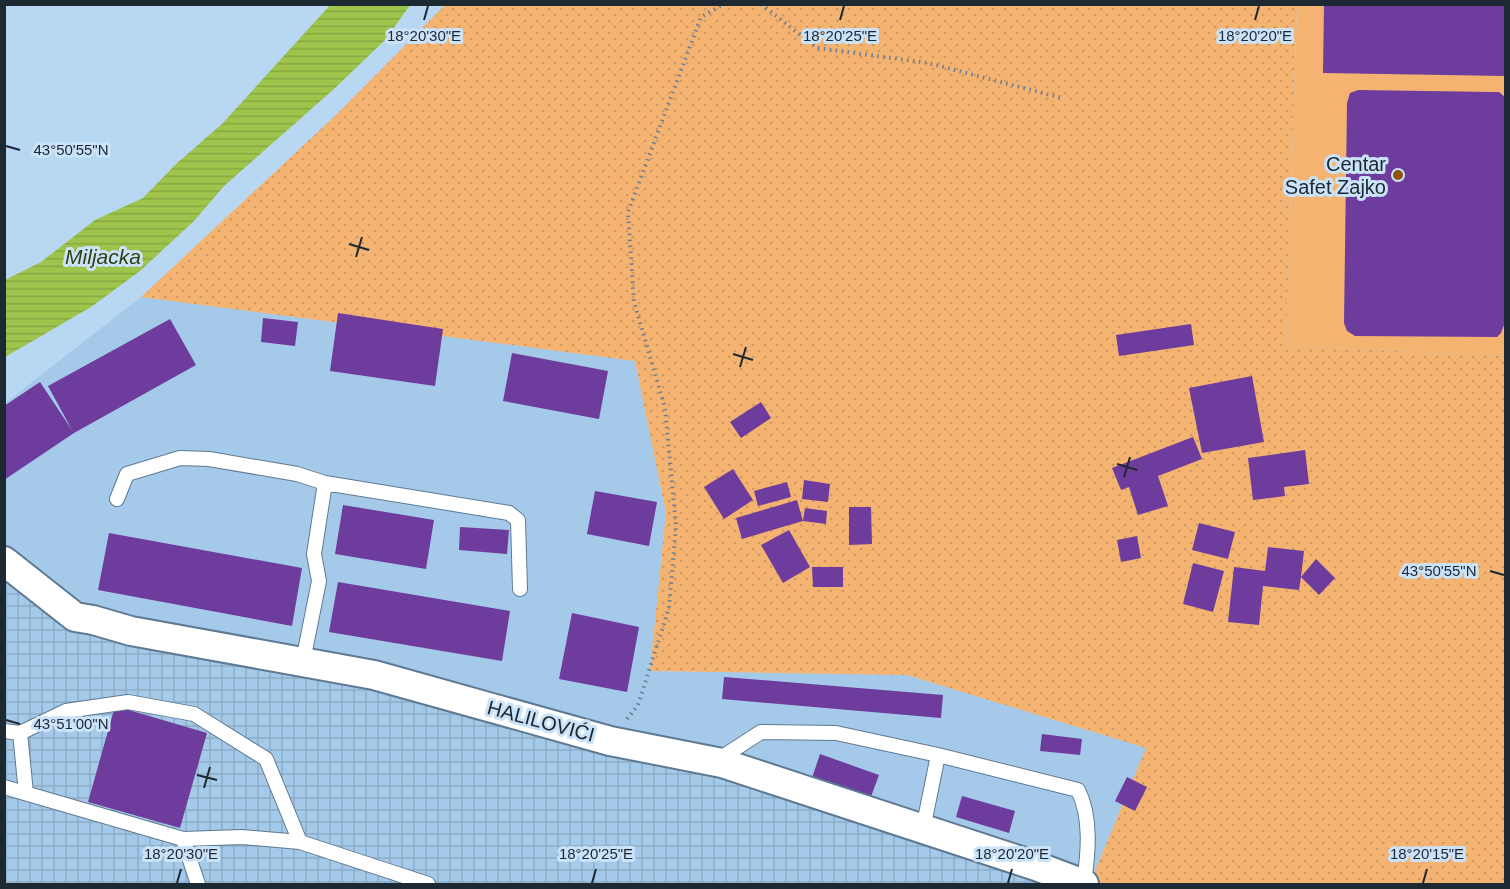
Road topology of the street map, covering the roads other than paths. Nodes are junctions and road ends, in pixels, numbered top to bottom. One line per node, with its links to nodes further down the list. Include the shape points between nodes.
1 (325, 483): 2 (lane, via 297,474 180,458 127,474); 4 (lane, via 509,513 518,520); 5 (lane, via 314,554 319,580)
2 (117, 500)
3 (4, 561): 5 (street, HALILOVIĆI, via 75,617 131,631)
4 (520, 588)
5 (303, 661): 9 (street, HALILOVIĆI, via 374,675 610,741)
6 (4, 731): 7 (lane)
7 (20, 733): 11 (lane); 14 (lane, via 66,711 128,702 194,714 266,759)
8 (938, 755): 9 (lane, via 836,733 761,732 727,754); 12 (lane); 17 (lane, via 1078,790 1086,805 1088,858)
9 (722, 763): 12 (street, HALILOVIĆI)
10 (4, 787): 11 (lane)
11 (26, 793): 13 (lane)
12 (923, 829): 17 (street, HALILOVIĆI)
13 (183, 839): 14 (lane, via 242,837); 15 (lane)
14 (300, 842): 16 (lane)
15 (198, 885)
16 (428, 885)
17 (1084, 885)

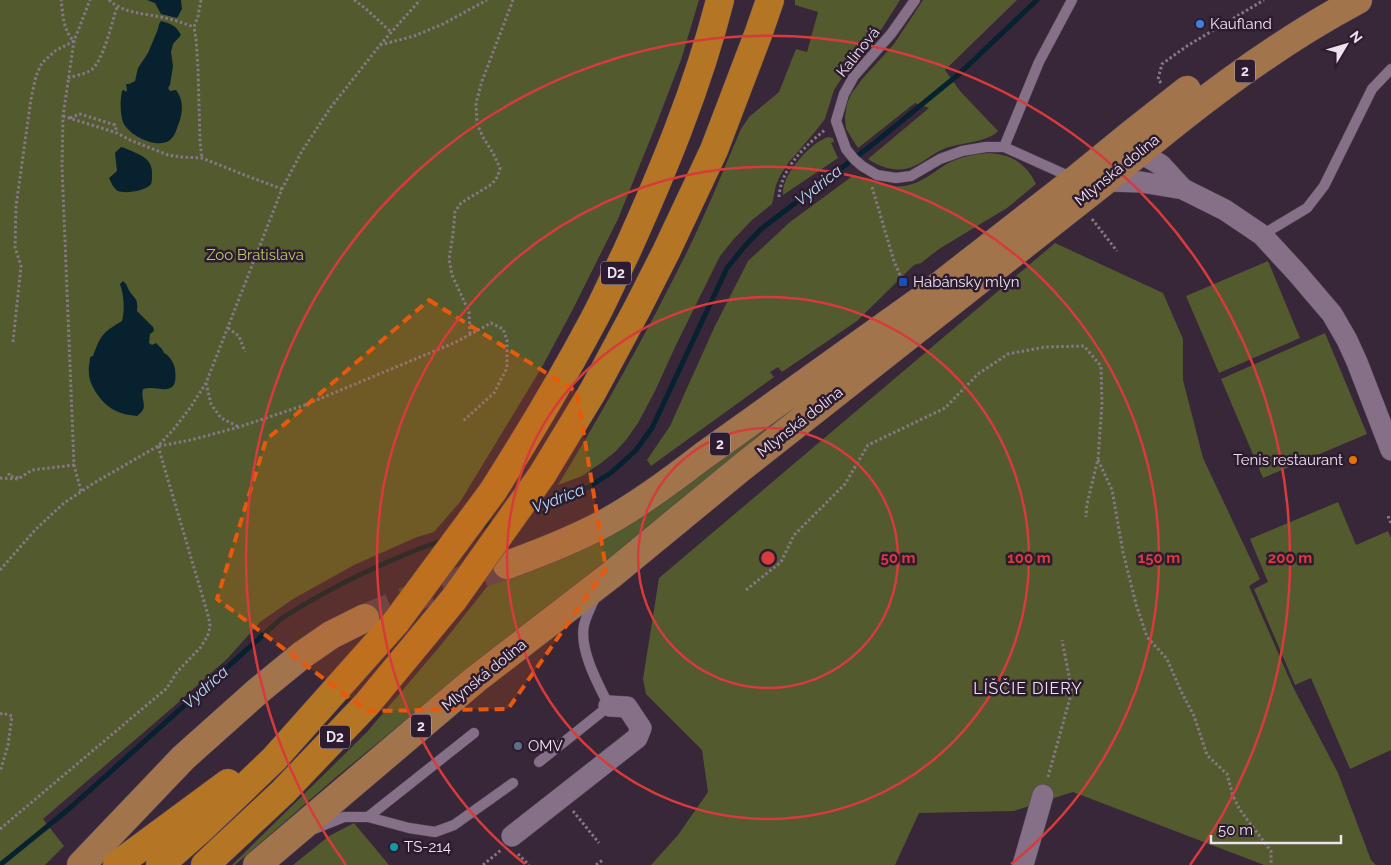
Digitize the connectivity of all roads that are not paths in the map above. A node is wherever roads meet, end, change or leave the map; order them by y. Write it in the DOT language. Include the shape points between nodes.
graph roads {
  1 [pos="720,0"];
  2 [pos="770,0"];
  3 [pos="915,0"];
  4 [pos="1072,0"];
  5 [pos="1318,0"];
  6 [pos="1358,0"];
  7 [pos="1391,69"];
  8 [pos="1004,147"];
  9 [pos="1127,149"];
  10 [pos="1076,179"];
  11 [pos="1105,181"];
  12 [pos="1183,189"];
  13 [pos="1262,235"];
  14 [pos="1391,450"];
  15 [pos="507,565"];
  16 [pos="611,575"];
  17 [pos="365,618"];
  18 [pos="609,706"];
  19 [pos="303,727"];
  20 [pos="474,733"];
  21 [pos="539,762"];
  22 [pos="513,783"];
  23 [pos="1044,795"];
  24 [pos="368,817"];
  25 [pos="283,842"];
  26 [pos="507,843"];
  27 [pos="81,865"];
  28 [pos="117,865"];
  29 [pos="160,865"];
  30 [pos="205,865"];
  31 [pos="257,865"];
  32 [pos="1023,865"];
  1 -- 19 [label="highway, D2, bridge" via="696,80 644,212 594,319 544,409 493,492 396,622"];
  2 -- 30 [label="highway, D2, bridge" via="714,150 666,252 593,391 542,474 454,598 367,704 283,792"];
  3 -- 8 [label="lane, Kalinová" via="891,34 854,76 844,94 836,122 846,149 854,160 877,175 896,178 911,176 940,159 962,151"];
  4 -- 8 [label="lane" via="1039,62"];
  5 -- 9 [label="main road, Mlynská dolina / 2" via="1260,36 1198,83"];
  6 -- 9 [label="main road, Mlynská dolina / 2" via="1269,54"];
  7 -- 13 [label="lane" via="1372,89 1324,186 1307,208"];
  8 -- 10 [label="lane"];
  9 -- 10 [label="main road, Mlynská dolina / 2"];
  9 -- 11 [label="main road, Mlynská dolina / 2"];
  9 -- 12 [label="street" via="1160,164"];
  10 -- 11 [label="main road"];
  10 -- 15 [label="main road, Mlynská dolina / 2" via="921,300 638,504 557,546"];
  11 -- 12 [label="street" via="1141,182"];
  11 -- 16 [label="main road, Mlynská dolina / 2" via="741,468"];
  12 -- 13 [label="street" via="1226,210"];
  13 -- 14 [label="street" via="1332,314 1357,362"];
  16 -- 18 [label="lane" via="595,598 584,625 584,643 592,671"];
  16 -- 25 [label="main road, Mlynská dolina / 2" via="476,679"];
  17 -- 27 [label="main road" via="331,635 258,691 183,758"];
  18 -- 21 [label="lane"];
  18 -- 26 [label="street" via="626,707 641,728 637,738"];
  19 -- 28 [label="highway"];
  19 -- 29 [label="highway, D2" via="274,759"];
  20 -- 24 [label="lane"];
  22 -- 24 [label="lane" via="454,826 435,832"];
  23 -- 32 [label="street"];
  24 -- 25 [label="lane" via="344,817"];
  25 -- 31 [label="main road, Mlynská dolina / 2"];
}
--
Exercise prompt
Would you return the whole listing above exactly as written, skipping any image?

Solution below
Road topology of the street map, covering the roads other than paths. Nodes are junctions and road ends, in pixels, numbered top to bottom. One line per node, with its links to nodes further down the list. Include the shape points between nodes.
1 (325, 483): 2 (lane, via 297,474 180,458 127,474); 4 (lane, via 509,513 518,520); 5 (lane, via 314,554 319,580)
2 (117, 500)
3 (4, 561): 5 (street, HALILOVIĆI, via 75,617 131,631)
4 (520, 588)
5 (303, 661): 9 (street, HALILOVIĆI, via 374,675 610,741)
6 (4, 731): 7 (lane)
7 (20, 733): 11 (lane); 14 (lane, via 66,711 128,702 194,714 266,759)
8 (938, 755): 9 (lane, via 836,733 761,732 727,754); 12 (lane); 17 (lane, via 1078,790 1086,805 1088,858)
9 (722, 763): 12 (street, HALILOVIĆI)
10 (4, 787): 11 (lane)
11 (26, 793): 13 (lane)
12 (923, 829): 17 (street, HALILOVIĆI)
13 (183, 839): 14 (lane, via 242,837); 15 (lane)
14 (300, 842): 16 (lane)
15 (198, 885)
16 (428, 885)
17 (1084, 885)

Digitize the connectivity of all roads that are not paths in the map above. A node is wherever roads meet, end, change or leave the map; order them by y. Write it in the DOT language. Include the shape points between nodes.
graph roads {
  1 [pos="720,0"];
  2 [pos="770,0"];
  3 [pos="915,0"];
  4 [pos="1072,0"];
  5 [pos="1318,0"];
  6 [pos="1358,0"];
  7 [pos="1391,69"];
  8 [pos="1004,147"];
  9 [pos="1127,149"];
  10 [pos="1076,179"];
  11 [pos="1105,181"];
  12 [pos="1183,189"];
  13 [pos="1262,235"];
  14 [pos="1391,450"];
  15 [pos="507,565"];
  16 [pos="611,575"];
  17 [pos="365,618"];
  18 [pos="609,706"];
  19 [pos="303,727"];
  20 [pos="474,733"];
  21 [pos="539,762"];
  22 [pos="513,783"];
  23 [pos="1044,795"];
  24 [pos="368,817"];
  25 [pos="283,842"];
  26 [pos="507,843"];
  27 [pos="81,865"];
  28 [pos="117,865"];
  29 [pos="160,865"];
  30 [pos="205,865"];
  31 [pos="257,865"];
  32 [pos="1023,865"];
  1 -- 19 [label="highway, D2, bridge" via="696,80 644,212 594,319 544,409 493,492 396,622"];
  2 -- 30 [label="highway, D2, bridge" via="714,150 666,252 593,391 542,474 454,598 367,704 283,792"];
  3 -- 8 [label="lane, Kalinová" via="891,34 854,76 844,94 836,122 846,149 854,160 877,175 896,178 911,176 940,159 962,151"];
  4 -- 8 [label="lane" via="1039,62"];
  5 -- 9 [label="main road, Mlynská dolina / 2" via="1260,36 1198,83"];
  6 -- 9 [label="main road, Mlynská dolina / 2" via="1269,54"];
  7 -- 13 [label="lane" via="1372,89 1324,186 1307,208"];
  8 -- 10 [label="lane"];
  9 -- 10 [label="main road, Mlynská dolina / 2"];
  9 -- 11 [label="main road, Mlynská dolina / 2"];
  9 -- 12 [label="street" via="1160,164"];
  10 -- 11 [label="main road"];
  10 -- 15 [label="main road, Mlynská dolina / 2" via="921,300 638,504 557,546"];
  11 -- 12 [label="street" via="1141,182"];
  11 -- 16 [label="main road, Mlynská dolina / 2" via="741,468"];
  12 -- 13 [label="street" via="1226,210"];
  13 -- 14 [label="street" via="1332,314 1357,362"];
  16 -- 18 [label="lane" via="595,598 584,625 584,643 592,671"];
  16 -- 25 [label="main road, Mlynská dolina / 2" via="476,679"];
  17 -- 27 [label="main road" via="331,635 258,691 183,758"];
  18 -- 21 [label="lane"];
  18 -- 26 [label="street" via="626,707 641,728 637,738"];
  19 -- 28 [label="highway"];
  19 -- 29 [label="highway, D2" via="274,759"];
  20 -- 24 [label="lane"];
  22 -- 24 [label="lane" via="454,826 435,832"];
  23 -- 32 [label="street"];
  24 -- 25 [label="lane" via="344,817"];
  25 -- 31 [label="main road, Mlynská dolina / 2"];
}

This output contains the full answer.